Records from a data collection:

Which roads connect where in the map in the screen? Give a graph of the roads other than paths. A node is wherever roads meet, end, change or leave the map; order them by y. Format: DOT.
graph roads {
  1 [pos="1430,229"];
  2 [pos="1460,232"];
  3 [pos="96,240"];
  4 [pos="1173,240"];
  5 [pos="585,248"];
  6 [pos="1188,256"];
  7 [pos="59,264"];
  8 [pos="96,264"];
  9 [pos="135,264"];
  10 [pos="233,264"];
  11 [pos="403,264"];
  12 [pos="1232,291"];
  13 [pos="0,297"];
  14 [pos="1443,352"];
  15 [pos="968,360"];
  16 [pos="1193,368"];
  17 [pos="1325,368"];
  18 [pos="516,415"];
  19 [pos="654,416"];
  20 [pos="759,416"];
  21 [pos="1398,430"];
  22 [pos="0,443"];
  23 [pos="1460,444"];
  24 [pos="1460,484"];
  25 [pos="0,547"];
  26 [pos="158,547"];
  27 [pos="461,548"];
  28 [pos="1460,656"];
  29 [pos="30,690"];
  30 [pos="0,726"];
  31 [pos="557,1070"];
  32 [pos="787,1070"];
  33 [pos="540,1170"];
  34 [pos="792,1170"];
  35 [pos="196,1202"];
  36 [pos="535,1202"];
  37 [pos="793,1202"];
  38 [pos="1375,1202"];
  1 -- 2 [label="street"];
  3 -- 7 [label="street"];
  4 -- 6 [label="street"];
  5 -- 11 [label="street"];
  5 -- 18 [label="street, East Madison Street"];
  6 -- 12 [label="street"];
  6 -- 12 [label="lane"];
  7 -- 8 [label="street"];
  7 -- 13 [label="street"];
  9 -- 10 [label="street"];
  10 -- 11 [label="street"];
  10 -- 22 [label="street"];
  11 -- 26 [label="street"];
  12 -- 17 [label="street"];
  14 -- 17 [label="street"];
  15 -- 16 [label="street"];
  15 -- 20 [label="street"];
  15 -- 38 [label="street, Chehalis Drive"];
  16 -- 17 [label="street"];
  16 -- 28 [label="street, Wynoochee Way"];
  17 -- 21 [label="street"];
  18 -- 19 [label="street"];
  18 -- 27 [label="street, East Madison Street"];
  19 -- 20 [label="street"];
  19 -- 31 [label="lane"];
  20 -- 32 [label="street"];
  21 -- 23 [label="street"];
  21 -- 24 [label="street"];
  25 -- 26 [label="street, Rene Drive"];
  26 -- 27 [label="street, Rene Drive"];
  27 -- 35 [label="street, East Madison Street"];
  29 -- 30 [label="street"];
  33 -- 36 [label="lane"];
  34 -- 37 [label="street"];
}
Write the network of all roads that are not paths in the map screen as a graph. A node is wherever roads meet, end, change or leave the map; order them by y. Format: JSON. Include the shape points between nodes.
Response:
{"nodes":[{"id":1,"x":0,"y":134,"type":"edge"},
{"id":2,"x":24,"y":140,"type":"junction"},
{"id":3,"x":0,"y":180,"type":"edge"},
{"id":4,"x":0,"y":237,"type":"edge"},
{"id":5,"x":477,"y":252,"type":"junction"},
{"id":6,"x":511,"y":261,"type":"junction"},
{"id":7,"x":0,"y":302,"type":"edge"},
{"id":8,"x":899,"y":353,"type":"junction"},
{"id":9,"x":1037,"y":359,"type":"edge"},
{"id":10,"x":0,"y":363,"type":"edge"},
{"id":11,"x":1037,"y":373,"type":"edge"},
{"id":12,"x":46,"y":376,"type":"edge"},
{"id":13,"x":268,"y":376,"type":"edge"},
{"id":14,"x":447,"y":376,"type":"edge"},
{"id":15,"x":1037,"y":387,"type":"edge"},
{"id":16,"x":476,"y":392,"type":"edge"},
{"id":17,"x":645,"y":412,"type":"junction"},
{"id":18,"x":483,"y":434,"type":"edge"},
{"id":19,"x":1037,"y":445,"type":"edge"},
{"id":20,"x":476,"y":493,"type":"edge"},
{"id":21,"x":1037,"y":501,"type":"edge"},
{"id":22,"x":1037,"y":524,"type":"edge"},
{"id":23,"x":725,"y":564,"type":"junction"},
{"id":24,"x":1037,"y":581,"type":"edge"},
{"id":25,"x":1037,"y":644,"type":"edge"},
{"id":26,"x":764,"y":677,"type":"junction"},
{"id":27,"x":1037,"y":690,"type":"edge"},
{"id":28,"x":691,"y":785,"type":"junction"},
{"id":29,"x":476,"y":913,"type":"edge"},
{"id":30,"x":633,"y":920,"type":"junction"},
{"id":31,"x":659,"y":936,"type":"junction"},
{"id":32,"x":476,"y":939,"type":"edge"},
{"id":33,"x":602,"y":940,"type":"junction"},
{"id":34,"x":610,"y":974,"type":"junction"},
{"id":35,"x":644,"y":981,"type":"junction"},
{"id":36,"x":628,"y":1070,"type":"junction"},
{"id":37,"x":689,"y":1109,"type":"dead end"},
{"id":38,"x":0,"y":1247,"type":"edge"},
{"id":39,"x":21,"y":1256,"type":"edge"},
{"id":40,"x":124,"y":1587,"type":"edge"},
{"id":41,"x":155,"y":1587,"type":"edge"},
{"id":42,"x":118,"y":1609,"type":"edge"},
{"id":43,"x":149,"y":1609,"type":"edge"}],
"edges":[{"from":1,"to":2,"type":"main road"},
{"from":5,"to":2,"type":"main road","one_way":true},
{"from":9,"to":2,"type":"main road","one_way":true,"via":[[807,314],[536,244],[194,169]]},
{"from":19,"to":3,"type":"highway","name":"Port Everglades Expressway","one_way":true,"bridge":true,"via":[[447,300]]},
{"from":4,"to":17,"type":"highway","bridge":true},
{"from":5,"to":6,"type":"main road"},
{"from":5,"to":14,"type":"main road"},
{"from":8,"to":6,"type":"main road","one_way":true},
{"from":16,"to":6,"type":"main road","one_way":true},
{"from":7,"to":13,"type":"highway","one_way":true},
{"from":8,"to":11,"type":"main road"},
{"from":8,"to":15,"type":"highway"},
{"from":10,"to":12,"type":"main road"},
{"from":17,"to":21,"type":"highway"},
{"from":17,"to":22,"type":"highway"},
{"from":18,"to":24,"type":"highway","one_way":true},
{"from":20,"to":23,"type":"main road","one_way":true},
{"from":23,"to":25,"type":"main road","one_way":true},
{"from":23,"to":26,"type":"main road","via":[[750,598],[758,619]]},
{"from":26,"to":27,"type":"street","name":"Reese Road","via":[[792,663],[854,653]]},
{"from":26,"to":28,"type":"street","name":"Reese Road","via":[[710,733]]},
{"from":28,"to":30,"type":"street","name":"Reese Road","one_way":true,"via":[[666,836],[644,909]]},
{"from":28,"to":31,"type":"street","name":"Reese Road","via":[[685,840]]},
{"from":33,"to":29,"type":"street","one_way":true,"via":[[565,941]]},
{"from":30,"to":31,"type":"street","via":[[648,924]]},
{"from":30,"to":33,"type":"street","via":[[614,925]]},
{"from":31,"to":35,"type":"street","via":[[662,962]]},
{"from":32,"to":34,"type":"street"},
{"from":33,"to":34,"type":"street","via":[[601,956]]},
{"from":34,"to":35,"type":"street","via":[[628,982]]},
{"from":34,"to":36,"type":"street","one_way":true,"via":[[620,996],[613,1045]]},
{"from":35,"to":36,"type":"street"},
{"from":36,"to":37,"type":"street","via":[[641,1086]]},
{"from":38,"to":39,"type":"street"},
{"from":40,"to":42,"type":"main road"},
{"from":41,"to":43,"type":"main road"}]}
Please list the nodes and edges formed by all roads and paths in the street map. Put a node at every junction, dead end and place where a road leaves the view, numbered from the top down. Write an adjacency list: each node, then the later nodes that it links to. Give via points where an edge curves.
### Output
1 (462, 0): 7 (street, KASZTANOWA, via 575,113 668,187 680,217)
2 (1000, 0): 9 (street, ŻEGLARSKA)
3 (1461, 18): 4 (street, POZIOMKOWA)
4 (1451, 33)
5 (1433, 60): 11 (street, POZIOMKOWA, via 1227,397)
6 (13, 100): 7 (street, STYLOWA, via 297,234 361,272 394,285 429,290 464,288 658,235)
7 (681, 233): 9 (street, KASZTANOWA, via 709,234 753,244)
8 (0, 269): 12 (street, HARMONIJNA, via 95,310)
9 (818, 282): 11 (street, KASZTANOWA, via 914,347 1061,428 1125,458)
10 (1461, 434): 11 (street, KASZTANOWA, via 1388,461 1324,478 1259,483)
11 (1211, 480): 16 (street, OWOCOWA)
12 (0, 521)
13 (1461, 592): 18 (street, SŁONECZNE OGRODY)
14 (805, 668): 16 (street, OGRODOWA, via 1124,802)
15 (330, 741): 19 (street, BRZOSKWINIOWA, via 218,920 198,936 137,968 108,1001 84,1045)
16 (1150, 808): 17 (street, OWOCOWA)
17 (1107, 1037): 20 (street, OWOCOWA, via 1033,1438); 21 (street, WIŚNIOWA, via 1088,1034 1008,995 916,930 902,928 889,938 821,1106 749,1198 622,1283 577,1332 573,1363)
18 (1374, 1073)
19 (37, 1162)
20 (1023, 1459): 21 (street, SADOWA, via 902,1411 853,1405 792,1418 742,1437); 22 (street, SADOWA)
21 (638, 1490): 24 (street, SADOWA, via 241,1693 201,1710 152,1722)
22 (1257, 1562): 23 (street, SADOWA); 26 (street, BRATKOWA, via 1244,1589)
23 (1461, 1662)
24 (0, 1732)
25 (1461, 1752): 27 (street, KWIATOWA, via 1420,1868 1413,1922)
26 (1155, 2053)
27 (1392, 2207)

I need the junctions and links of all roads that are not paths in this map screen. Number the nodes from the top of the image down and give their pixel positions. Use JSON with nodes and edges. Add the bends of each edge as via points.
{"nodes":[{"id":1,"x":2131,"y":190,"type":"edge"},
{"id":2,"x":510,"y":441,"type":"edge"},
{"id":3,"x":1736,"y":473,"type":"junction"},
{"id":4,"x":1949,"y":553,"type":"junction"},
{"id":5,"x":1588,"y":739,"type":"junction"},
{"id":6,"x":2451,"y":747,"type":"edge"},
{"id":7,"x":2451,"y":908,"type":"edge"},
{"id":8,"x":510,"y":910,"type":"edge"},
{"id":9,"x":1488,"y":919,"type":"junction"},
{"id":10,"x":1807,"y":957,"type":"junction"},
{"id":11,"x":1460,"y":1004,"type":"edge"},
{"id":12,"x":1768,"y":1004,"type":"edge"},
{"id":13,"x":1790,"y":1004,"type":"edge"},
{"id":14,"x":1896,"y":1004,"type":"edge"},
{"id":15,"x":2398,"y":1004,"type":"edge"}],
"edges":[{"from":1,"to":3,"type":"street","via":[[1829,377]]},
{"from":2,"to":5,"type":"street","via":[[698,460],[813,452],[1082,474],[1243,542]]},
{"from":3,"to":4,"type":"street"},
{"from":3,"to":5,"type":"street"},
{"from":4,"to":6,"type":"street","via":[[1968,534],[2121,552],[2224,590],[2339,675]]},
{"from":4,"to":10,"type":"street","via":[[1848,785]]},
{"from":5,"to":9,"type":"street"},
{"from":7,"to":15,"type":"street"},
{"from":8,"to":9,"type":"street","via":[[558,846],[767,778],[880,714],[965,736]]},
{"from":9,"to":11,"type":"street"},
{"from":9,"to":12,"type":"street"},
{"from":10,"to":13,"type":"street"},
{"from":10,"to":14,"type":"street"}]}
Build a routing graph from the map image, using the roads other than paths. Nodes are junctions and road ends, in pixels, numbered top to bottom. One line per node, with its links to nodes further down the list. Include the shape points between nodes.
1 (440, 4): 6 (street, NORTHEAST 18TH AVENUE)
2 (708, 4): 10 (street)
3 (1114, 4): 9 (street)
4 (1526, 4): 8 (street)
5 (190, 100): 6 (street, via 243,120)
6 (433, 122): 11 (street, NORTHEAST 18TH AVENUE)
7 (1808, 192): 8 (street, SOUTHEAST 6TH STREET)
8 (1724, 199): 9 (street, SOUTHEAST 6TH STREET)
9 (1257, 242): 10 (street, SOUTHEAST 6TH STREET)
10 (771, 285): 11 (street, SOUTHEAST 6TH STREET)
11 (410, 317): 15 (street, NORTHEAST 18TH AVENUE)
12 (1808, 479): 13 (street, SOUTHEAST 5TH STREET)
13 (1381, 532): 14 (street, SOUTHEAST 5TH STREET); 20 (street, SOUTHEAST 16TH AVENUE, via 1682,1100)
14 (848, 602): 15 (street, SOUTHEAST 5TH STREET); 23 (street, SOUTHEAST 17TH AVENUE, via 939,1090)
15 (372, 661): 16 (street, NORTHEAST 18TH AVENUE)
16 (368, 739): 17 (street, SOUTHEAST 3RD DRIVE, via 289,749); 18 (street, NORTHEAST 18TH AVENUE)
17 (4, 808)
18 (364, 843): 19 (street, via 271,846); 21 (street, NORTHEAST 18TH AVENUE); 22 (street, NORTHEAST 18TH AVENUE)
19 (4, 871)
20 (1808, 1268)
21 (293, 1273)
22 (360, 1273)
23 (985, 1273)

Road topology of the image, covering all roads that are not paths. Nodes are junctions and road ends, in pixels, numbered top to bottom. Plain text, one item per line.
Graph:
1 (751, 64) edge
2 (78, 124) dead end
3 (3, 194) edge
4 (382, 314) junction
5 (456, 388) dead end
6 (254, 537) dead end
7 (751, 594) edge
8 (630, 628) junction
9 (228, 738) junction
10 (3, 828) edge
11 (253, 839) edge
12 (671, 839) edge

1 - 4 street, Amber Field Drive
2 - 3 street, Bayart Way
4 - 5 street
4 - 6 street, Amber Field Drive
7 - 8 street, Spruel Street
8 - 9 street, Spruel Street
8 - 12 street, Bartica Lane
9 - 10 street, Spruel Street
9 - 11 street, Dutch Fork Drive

▸ **EXERCISE GOAL**
Looking at the data above, give the number of lines that include "KASZTANOWA"; add nothing else.

▸ **ANSWER BOX**
4